A police officer from Andijan who agreed to speak to IWPR admitted that he found it painful and frightening watching people being tortured. He said that he had witnessed an old schoolmate being threatened that if he didn’t admit his involvement in the protest, both he and his wife would be sexually assaulted.
Most of the people arrested so far are residents of Andijan, but a few are from the neighbouring Osh and Jalalabad regions of Kyrgyzstan, who were in Andijan at the time of the unrest. There are also reports that from June 10, women were arrested and interrogated but usually sent home soon after questioning.
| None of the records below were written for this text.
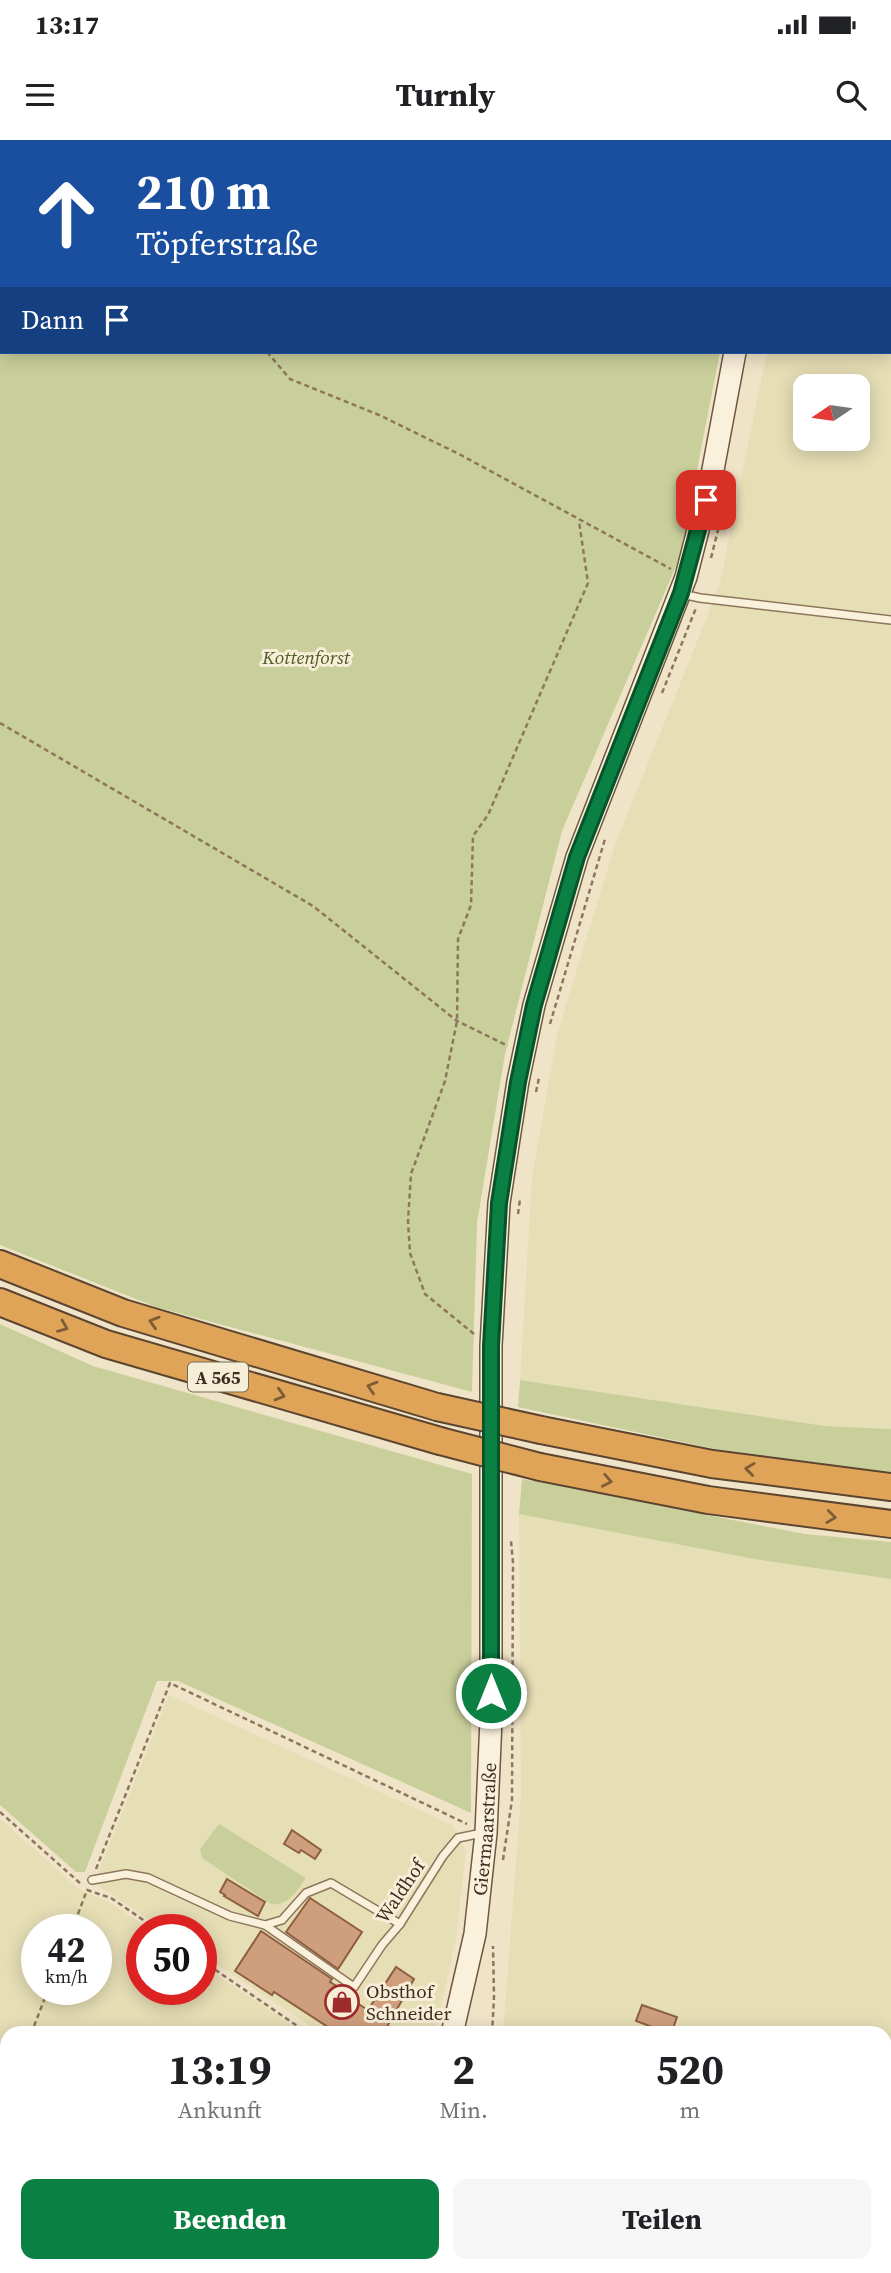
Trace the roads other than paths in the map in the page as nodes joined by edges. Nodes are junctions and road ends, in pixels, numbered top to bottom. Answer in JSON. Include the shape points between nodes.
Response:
{"nodes":[{"id":1,"x":735,"y":354,"type":"edge"},
{"id":2,"x":689,"y":590,"type":"junction"},
{"id":3,"x":891,"y":620,"type":"edge"},
{"id":4,"x":0,"y":1264,"type":"edge"},
{"id":5,"x":0,"y":1302,"type":"edge"},
{"id":6,"x":891,"y":1487,"type":"edge"},
{"id":7,"x":891,"y":1524,"type":"edge"},
{"id":8,"x":486,"y":1833,"type":"junction"},
{"id":9,"x":92,"y":1880,"type":"road end"},
{"id":10,"x":400,"y":1924,"type":"junction"},
{"id":11,"x":265,"y":1925,"type":"junction"},
{"id":12,"x":454,"y":2026,"type":"edge"}],
"edges":[{"from":1,"to":2,"type":"main road","name":"Giermaarstraße"},
{"from":2,"to":3,"type":"lane"},
{"from":2,"to":8,"type":"main road","name":"Giermaarstraße","via":[[577,857],[534,1005],[499,1203],[491,1338],[491,1720]]},
{"from":6,"to":4,"type":"highway","number":"A 565","one_way":true,"bridge":true,"via":[[712,1464],[437,1407],[123,1312]]},
{"from":5,"to":7,"type":"highway","number":"A 565","one_way":true,"bridge":true,"via":[[106,1344],[540,1467],[708,1500]]},
{"from":8,"to":10,"type":"lane","name":"Waldhof","via":[[458,1838]]},
{"from":8,"to":12,"type":"main road","name":"Giermaarstraße","via":[[475,1934]]},
{"from":9,"to":11,"type":"lane","via":[[127,1874],[148,1878],[230,1916]]},
{"from":10,"to":11,"type":"lane","via":[[331,1883],[306,1893],[282,1920]]},
{"from":10,"to":11,"type":"lane","name":"Waldhof","via":[[354,1987]]}]}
Even those who have fled Andijan to neighbouring Kyrgyzstan are not safe from the Uzbek authorities. The National Security Service, NSS, is said to exert pressure on refugees’ relatives still Uzbekistan, forcing them to go to Kyrgyzstan to bring their family members back.
The head of one makhallya (a neighbourhood authority) in Andijan said that the Uzbek authorities constantly ask makhallya heads and families of people who’ve fled across the border to persuade them to return by any means, assuring them that they will not be persecuted when they get home.
“There are two refugees from our makhallya,” the man told IWPR. “They don’t want to listen to their parents, and say categorically that they will never return to this area.”
Swedish journalist Ellin Jonsson says she was at a refugee camp in Kyrgyzstan when relatives from Uzbekistan tried to force their family members to return. “I saw one poor woman crying and writhing around on the ground,” she said. “With tears in her eyes, she begged her parents not to make her go back.”
Jonsson also said that Kyrgyz locals come to the camp to try to pressure the refugees. Only last week between 80 and 100 Kyrgyz broke into the camp, beating up the deputy head of the camp on the way there.
“The Kyrgyz held a brief meeting and demanded that the Uzbek refugees should leave Kyrgyzstan immediately, threatening that otherwise things would get worse for them,” said Jonsson. “In the end, they said that unless the refugees left within three days, armed horsemen would deal with them.”
The refugees believe that the Uzbek NSS is provoking Kyrgyz residents into conflict with the refugees. One elderly refugee claimed to recognise an officer from the Andijan NSS among the crowd of angry Kyrgyz.
Journalists in Kyrgyzstan believe that Tashkent is determined to bring the refugees back, even though they are under the protection of the UN High Commissioner for Refugees.
On June 16, 20 Uzbek buses from Andijan tried to cross into the Suzak region of Kyrgyzstan where the refugee camps are located, but the Kyrgyz authorities refused them entry.
The Uzbek refugees, who do not want to return under any circumstances, dismiss the Tashkent’s assurances that they will not face persecution.
One young refugee said she’d got into a fight with a makhallya member from Andijan who was trying to persuade her to go back.
“A woman from the makhallya committee wanted to take me home by force. But I know that if we return, we can only expect repression from President Karimov. He won’t just leave us alone,” she said.
“We will be tortured and tormented, and we may be raped. It’s better to die here. We’re not going back.”
Anvar Makhkamov is the pseudonym of a journalist in Uzbekistan.